Panaceas of the past - Albuquerque Journal

Panaceas of the past

Turtle Courtyard fountain at the Carrie Tingley Hospital for Crippled Children, Truth or Consequences, New Mexico, ca. 1940. (Courtesy of the New Mexico History Museum)

New Mexico’s rugged geography gestated pools of hot water luring the hopeful to their healing powers.

Blame it on tuberculosis.

Twenty-three privately owned hot springs operated in New Mexico from the late 19th century through the 1980s.
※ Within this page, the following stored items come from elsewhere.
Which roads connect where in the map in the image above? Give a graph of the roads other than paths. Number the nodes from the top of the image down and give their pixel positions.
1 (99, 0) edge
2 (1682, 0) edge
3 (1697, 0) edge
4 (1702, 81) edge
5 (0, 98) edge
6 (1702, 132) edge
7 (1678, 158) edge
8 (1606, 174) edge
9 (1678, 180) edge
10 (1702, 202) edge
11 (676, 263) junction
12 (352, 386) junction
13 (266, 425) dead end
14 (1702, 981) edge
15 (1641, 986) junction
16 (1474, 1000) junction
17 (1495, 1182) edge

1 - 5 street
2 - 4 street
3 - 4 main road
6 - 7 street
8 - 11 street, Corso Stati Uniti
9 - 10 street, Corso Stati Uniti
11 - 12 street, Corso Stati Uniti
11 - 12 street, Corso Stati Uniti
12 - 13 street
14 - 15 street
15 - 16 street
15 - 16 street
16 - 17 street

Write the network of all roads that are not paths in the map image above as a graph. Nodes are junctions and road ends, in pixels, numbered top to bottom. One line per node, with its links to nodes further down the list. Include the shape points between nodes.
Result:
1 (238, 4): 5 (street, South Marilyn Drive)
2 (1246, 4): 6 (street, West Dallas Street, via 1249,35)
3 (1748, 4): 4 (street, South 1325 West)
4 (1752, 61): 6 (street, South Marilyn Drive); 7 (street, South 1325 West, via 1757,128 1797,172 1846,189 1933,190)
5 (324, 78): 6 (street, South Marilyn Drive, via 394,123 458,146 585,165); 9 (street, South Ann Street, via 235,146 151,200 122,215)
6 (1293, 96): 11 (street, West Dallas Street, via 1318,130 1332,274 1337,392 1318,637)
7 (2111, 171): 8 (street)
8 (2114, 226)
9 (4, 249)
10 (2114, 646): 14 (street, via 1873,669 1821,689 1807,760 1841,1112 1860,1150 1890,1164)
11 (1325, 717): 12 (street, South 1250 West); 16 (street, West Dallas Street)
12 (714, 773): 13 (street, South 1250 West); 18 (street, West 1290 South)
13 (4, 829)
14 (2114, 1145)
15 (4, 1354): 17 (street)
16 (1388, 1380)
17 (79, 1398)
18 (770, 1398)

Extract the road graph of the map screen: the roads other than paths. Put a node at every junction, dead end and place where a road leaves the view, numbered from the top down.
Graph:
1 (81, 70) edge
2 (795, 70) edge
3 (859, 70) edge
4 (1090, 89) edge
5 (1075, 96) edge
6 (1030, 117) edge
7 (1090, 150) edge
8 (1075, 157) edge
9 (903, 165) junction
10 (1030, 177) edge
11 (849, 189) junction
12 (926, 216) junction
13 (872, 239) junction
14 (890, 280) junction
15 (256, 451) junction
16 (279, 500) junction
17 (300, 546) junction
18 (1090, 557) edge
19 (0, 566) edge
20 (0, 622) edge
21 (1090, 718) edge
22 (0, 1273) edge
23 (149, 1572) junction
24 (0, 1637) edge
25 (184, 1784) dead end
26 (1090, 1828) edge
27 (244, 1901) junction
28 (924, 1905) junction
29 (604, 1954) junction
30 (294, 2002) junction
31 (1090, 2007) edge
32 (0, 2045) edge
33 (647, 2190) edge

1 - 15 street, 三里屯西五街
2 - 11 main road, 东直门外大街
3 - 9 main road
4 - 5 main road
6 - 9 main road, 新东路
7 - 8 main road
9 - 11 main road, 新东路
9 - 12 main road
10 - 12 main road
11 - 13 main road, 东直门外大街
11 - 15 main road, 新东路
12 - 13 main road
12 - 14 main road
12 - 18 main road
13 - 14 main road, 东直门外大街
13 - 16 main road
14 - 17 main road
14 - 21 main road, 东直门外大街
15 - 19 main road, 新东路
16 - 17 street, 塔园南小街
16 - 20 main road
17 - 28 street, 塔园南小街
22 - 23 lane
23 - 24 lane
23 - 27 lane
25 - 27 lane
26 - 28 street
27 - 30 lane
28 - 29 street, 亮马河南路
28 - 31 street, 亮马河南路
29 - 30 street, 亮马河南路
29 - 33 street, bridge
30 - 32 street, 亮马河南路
Health tourists flocked from the Midwest, the East Coast and even Europe to soak away their complaints in the state’s mineral-rich springs and breathe its fresh, clean air.

These patients sought cures for everything from respiratory illnesses to arthritis to polio.

“It varied from, ‘We can cure eczema’ to cancer,” said Alicia Romero, curator at the New Mexico History Museum.

The Santa Fe museum is showcasing “Curative Powers: New Mexico’s Hot Springs,” an exhibit of nearly 90 photographs documenting the evolution of how these springs were used and developed.

“It’s a matter of the geology and the geography,” Romero said. “The hot springs tend to occur when there’s an opportunity for ground water to come into contact with deeper water and then the (Earth’s) magma. Then it travels back upward and either pools or, in other parts of the country, becomes geysers.”

Old Faithful notwithstanding, New Mexico’s springs tend to correlate with the twists and bends of the Rio Grande and the Gila River. Native Americans first discovered and used them for bathing and consumption. Some were located in sacred spaces connected to oral history central to the community’s identity. Spanish-speaking colonists renamed the springs ojo calientes – hot springs – and used them to bathe and wash clothes. A dip or a drink from the springs seemed to treat any number of ailments.

“Bathing,” Douglas Magnus, Ponce de Leon Springs near Ranchos de Taos, New Mexico, 1969. (Courtesy of the New Mexico History Museum)

Later, developers marketed the thermal baths as salves, if not cures, for tuberculosis and rheumatism.

“In large part, we can take it back to the health tourism of the late 19th century – T.B.,” Romero said. “Some resorts were claiming to cure cancer. Some resorts were claiming to cure alcoholism. I don’t know if science would agree to any of those claims today.”

Many of the resorts hired doctors who penned pamphlets touting the springs’ curative powers for everything from acne, ulcers, bloating, malaria, diabetes, syphilis and gonorrhea.

The exhibition explores well-known resorts such as Taos County’s Ojo Caliente, as well as lesser-known hot springs. Museum visitors will also see dramatic changes in the clothing (or lack thereof) as guests took to the waters across the decades.

At first, these resorts offered little restrictions in dress.

“The photos we have seen show the women in their best Victorian clothing with parasols and the men in their top hats,” Romero said. “Then by the 1960s the hippies came and everybody was nude.”

In the late 19th century, “Soak to your health” became the motto of people seeking natural respite from physical conditions. Many espoused a climatology theory that the natural environment would cure all kinds of ailments.

Hot springs visits waned by the 1950s. By the 1960s, abandoned resorts and untouched hot springs located in national forests surged in popularity among hippies and back-to-nature fans. By the 1980s, New Age idealists and enthusiasts frequented the waters as a refuge from the demands of daily life. Some temporary visitors became permanent residents.

Children swimming in the pool at the Carrie Tingley Hospital for Crippled Children, Truth of Consequences, New Mexico, ca. 1940. (Courtesy of the New Mexico History Museum)

In Truth or Consequences, the building of the Carrie Tingley Hospital for Crippled Children in 1937 saw hot spring water piped in to help children suffering from polio.

“They had a lot of support from FDR (President Franklin D. Roosevelt),” Romero said. Built as a Works Progress Administration project at a cost of nearly $1 million, the hospital was relocated to Albuquerque in 1981. Today it is the New Mexico State Veterans’ Home.

Long before Ojo Caliente became one of the most well-known resorts in northern New Mexico, Tewa-speaking natives called the area Posipopi or “green springs” for the algae that grew on the surrounding rocks. The area is an ancestral and sacred site to pueblos. Comanches, Utes, Apaches and Navajos visited the springs as well. Ojo Caliente gained prominence following the 1846 U.S. annexation of New Mexico. By 1893 businessman Antonio Joseph had bought up most of the tracts.

Joseph was the first developer of Ojo Caliente as a commercial resort. The Mauro family took over from the 1930s until 2000. By then, attendance had swelled to an estimated 100,000 annual visitors.

Health tourism remains an attendance driver.

“I don’t think it’s changed too much, although people aren’t coming for TB,” Romero said. “Even if it’s not a cure, you can connect with nature in this immersive kind of experience. You can soak in this pool of minerals and it will help you relax.”